━━━ Exercise material ━━━

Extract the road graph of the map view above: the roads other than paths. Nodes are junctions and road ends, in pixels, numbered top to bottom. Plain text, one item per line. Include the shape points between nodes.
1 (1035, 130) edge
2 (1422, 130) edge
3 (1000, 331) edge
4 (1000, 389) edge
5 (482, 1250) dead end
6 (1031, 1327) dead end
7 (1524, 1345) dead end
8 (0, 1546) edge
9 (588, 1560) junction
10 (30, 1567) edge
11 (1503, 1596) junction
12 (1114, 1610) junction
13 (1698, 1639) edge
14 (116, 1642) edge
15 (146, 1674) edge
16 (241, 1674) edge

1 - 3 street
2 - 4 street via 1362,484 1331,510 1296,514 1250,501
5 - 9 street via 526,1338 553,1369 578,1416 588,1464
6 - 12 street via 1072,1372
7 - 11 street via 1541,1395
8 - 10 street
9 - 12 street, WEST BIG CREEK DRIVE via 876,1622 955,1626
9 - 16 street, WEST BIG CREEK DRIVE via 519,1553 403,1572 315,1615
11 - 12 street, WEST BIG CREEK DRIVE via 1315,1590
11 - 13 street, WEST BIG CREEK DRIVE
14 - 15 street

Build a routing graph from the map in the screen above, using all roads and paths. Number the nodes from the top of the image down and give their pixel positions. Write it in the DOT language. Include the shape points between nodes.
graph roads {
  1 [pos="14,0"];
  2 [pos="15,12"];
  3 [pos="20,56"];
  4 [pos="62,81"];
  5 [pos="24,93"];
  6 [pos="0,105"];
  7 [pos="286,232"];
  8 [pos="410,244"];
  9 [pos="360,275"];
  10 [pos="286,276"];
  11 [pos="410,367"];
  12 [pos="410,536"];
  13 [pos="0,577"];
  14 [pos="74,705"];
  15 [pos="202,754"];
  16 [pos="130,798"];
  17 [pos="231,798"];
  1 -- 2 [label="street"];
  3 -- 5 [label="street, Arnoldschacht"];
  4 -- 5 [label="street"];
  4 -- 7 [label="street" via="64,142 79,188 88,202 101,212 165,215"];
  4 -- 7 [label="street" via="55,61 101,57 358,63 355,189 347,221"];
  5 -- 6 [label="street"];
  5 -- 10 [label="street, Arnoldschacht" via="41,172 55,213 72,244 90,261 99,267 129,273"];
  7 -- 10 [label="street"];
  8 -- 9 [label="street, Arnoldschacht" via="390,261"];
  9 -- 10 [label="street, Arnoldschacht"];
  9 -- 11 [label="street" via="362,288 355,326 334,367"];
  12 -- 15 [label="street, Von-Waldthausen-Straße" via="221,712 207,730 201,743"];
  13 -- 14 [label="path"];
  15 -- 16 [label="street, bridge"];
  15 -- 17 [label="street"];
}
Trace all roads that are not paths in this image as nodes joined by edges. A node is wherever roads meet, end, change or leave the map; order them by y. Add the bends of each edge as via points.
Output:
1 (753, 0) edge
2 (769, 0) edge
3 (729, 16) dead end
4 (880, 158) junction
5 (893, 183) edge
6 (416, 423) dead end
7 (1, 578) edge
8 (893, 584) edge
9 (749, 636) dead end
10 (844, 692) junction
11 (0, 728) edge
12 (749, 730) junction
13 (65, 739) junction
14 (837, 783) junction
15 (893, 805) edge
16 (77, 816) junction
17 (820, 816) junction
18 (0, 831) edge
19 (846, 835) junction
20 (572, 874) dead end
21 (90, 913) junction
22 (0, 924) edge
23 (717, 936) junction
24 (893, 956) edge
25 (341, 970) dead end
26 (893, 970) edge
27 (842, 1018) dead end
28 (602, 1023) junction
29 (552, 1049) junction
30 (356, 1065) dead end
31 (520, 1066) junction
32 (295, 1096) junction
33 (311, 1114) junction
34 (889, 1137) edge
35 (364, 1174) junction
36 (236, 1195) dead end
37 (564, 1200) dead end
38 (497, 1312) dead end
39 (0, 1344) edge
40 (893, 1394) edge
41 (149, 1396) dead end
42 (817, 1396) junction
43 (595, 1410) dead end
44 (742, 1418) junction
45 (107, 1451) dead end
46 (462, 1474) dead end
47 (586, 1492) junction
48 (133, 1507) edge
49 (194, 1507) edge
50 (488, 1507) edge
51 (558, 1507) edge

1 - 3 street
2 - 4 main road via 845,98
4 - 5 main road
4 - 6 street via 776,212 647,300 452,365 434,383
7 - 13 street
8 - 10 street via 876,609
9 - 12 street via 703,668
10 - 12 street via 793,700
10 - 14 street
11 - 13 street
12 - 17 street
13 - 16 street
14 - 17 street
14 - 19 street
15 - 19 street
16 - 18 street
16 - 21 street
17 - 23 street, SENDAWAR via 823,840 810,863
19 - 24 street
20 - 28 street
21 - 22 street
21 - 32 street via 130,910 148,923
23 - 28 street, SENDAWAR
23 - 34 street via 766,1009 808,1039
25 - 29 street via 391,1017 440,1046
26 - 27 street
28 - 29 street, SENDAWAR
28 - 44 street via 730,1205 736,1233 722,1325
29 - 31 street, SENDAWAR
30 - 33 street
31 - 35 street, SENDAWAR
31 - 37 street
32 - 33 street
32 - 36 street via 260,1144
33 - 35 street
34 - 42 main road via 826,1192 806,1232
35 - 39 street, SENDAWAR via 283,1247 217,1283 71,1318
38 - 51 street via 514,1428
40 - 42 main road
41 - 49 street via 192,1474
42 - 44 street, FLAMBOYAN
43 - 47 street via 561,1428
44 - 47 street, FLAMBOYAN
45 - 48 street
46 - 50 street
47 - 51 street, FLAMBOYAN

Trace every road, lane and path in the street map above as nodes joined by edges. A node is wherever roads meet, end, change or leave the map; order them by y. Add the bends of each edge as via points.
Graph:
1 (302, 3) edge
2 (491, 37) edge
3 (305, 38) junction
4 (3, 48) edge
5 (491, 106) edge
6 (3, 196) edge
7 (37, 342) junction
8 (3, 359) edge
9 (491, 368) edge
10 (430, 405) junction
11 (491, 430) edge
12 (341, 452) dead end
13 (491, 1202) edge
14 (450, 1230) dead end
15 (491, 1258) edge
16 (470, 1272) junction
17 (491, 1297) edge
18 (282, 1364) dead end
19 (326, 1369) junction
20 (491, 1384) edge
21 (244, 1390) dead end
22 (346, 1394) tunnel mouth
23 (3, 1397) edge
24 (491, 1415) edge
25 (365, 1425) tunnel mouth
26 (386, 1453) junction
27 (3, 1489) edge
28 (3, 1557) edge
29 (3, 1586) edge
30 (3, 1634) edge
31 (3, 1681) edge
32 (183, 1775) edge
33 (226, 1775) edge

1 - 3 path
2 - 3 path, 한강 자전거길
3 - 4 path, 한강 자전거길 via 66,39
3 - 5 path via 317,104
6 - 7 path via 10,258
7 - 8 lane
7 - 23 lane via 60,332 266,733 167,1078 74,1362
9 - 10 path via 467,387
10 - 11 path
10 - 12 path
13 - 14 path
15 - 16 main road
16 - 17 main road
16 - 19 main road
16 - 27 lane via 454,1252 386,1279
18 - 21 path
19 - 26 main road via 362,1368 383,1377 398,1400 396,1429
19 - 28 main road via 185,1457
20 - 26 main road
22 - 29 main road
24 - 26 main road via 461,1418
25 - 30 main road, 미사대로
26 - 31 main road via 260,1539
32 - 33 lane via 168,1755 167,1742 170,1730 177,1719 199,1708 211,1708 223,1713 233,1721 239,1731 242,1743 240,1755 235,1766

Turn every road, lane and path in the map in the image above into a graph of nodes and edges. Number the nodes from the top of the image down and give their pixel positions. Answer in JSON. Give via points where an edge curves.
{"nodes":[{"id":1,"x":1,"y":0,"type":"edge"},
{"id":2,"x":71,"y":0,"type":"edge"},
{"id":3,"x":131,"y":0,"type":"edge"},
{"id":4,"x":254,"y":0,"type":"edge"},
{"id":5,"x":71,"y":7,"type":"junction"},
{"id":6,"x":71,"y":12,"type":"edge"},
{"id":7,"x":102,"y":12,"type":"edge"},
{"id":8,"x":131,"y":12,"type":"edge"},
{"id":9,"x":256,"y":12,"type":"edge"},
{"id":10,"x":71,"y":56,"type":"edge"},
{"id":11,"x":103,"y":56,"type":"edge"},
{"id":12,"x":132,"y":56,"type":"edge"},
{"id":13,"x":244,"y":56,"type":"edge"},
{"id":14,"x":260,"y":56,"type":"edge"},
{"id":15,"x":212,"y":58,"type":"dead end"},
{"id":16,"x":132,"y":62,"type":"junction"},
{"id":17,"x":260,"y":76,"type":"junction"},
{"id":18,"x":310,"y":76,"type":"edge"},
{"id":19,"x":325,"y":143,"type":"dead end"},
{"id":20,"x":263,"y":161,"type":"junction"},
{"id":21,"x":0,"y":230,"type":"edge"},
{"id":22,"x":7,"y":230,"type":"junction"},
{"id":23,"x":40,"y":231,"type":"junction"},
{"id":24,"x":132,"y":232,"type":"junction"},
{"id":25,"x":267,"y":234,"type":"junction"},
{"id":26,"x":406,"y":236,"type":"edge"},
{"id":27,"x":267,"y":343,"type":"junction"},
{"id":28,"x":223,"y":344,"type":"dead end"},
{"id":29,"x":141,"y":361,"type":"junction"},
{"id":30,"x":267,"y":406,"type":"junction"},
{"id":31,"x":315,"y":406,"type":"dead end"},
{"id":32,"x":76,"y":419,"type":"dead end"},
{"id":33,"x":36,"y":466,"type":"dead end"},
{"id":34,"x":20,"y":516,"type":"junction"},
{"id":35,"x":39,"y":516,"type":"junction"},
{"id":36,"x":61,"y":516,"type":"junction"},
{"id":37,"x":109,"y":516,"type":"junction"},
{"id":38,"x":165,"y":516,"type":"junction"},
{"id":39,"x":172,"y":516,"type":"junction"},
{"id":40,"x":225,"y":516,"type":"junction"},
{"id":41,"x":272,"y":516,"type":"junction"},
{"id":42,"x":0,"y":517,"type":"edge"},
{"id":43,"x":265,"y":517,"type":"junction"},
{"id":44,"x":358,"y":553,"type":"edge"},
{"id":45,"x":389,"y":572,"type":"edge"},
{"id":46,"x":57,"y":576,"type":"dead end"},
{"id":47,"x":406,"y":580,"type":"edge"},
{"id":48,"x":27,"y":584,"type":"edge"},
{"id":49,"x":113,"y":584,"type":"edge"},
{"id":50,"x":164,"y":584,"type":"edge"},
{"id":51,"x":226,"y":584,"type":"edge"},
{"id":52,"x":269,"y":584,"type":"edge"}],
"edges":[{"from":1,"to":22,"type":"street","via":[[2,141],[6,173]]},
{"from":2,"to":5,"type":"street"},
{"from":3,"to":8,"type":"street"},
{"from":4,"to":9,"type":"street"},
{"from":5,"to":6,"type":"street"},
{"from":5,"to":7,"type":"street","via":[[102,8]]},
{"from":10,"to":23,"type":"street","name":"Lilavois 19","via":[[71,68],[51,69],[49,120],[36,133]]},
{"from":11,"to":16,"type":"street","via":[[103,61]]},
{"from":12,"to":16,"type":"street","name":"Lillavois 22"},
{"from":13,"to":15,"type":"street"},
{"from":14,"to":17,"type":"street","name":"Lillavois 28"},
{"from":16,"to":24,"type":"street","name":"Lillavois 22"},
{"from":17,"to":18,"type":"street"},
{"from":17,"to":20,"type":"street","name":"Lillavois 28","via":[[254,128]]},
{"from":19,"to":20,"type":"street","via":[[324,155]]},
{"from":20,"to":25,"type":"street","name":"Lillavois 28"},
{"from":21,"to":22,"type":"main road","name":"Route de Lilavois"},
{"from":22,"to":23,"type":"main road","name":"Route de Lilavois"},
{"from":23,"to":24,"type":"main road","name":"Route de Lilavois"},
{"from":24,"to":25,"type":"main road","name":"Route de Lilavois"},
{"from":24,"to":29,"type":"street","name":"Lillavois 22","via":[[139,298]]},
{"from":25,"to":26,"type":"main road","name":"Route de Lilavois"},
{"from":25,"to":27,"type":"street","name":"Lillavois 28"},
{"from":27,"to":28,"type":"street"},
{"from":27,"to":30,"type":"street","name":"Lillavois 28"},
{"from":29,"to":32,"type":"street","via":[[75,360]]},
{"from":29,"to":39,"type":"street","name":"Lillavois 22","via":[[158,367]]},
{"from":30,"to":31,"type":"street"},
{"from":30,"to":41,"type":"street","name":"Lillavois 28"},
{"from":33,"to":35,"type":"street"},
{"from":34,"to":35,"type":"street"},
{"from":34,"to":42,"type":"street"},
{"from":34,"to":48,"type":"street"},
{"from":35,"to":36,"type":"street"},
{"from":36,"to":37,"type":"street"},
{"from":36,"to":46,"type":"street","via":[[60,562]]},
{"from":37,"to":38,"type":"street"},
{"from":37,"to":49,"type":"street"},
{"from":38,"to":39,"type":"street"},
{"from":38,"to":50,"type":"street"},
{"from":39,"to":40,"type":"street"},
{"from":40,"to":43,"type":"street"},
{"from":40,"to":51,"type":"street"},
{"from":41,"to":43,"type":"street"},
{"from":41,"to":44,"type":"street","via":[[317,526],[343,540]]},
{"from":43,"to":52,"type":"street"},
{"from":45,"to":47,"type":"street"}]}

━━━

Problem to work on: For the word "FLAMBOYAN", tally the lines above that hold it and answer with the number alone.

Task response: 3